Kidneys (Image source: parashospitals.com)
News on March 24, 2022 /
BioValleyBIOON/ --
BayerBayer recently announced that it has submitted a Type II variation application to the European Medicines Agency (EMA) to expand the marketing authorization of Kerendia (finerenone, 10mg or 20mg) to include:
Compared with Type 2Diabetes(T2D)-related early-stage chronic kidney disease (CKD).
Kerendia (finerenone) is a first-in-class, non-steroidal, selective mineralocorticoid receptor antagonist (MRA) that reduces the harmful effects of overactivation of the mineralocorticoid receptor (MR). Overactivation of MR can lead to inflammation and fibrosis, which are key drivers of CKD progression and cardiac damage.

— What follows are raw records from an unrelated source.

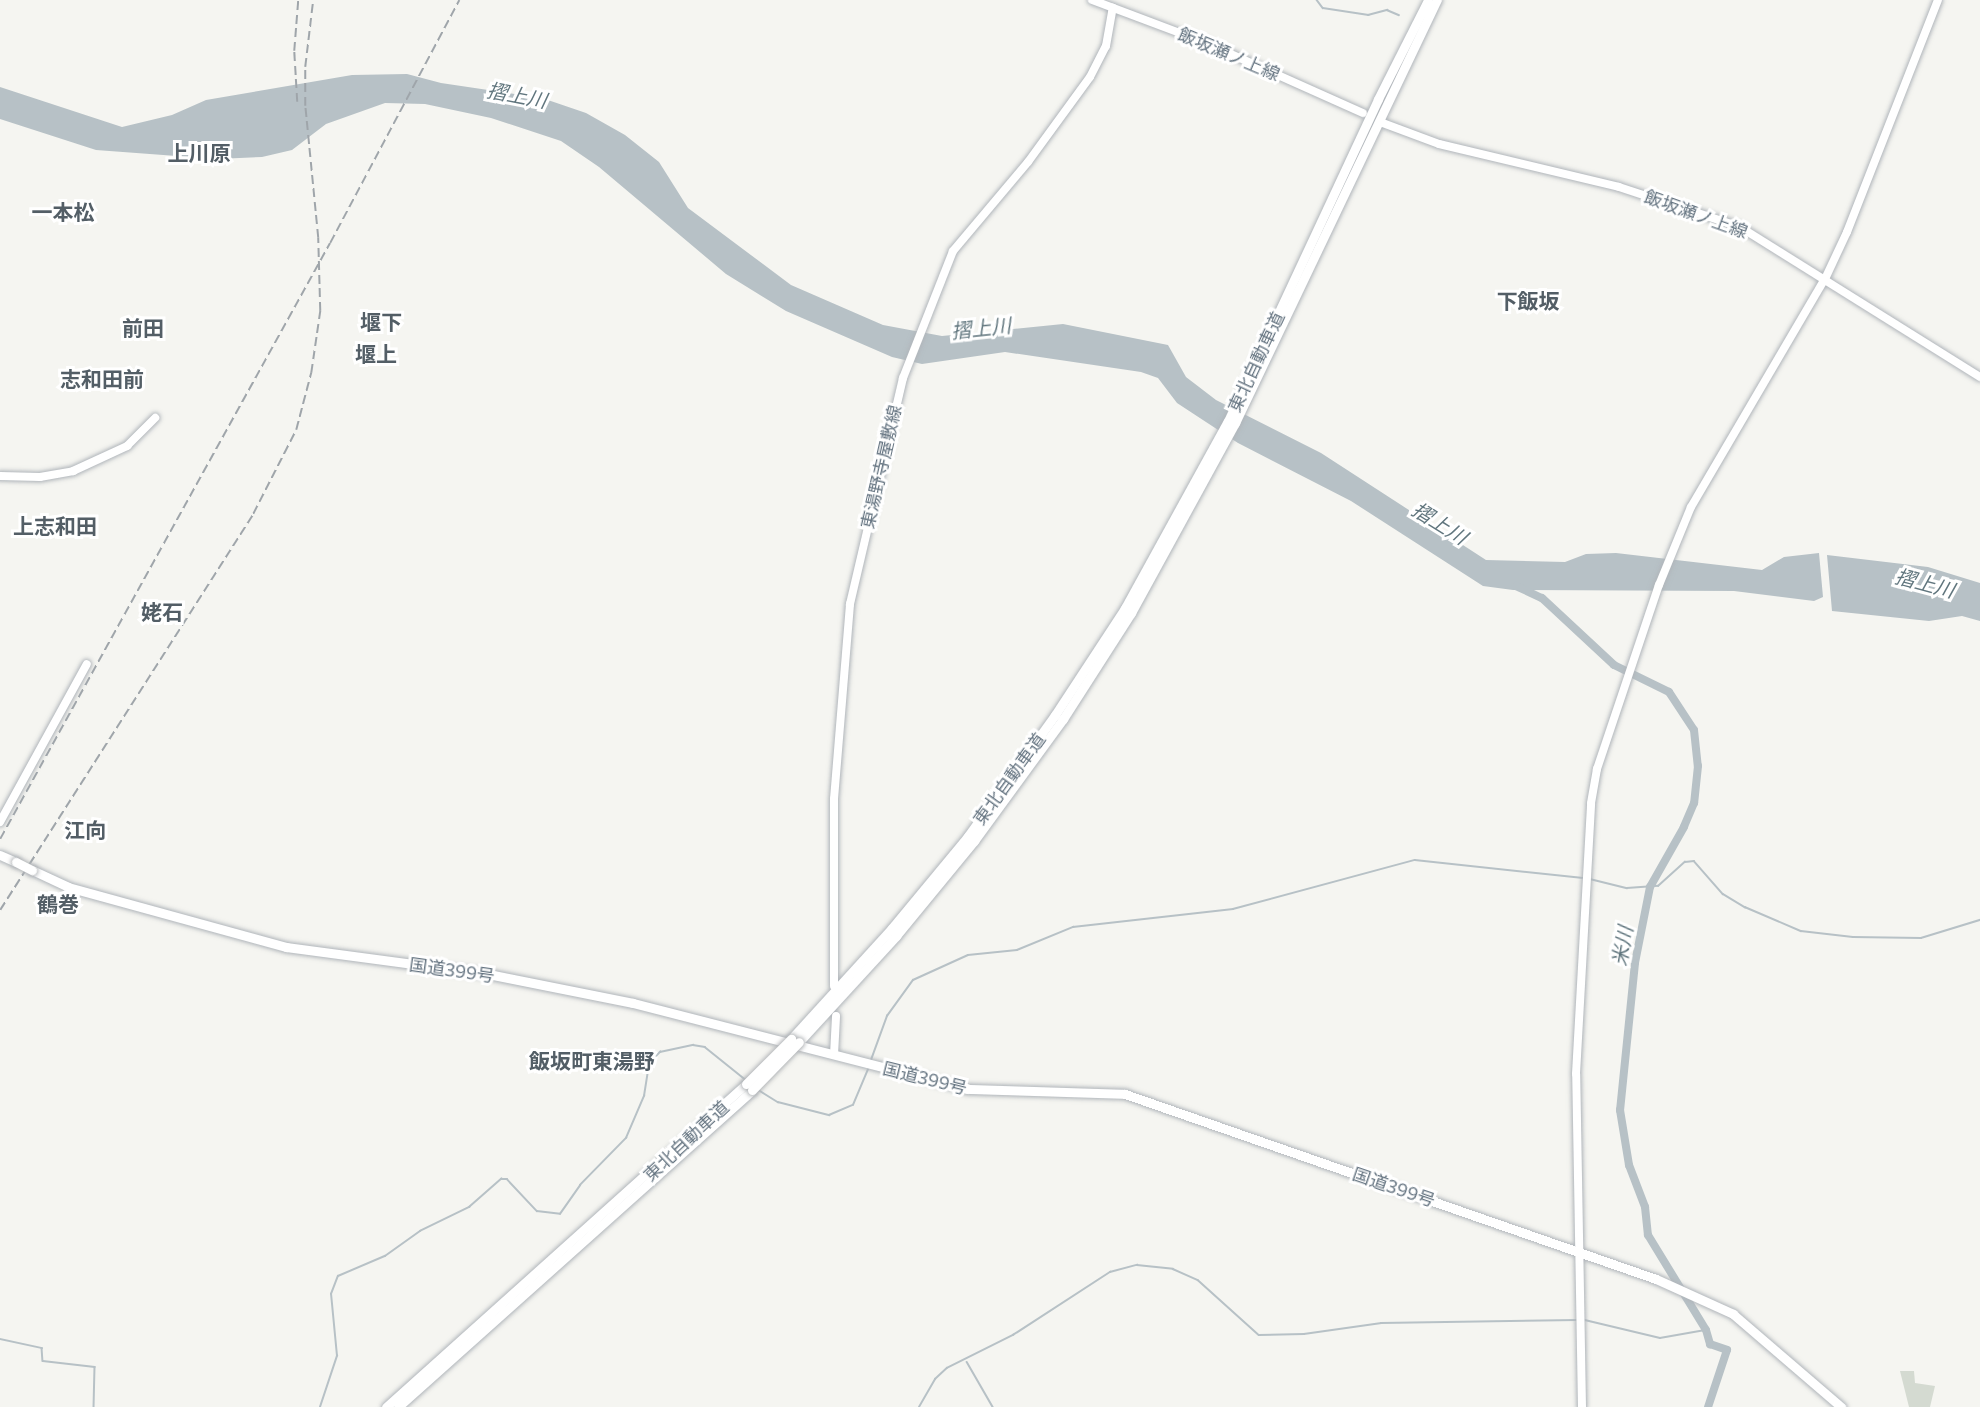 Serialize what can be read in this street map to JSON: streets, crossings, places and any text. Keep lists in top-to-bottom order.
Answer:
{
  "streets": {
    "highway": ["東北自動車道", "国道399号"],
    "main road": ["飯坂瀬ノ上線", "東湯野寺屋敷線"]
  },
  "crossings": [
    ["飯坂瀬ノ上線", "東湯野寺屋敷線"]
  ],
  "districts": [
    "上川原",
    "一本松",
    "下飯坂",
    "堰下",
    "前田",
    "堰上",
    "志和田前",
    "上志和田",
    "姥石",
    "江向",
    "鶴巻",
    "飯坂町東湯野"
  ],
  "water": ["摺上川", "米川"]
}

Kerendia is the first non-steroidal, selective MRA to demonstrate positive renal and cardiovascular outcomes in CKD patients with T2D. Despite guideline-directed therapies, many CKD patients with T2D still progress to kidney failure and remain at high risk for cardiovascular events. Kerendia's mechanism of action differs from existing treatments; by blocking excessive MR activation, the drug directly targets inflammation and fibrosis to slow disease progression.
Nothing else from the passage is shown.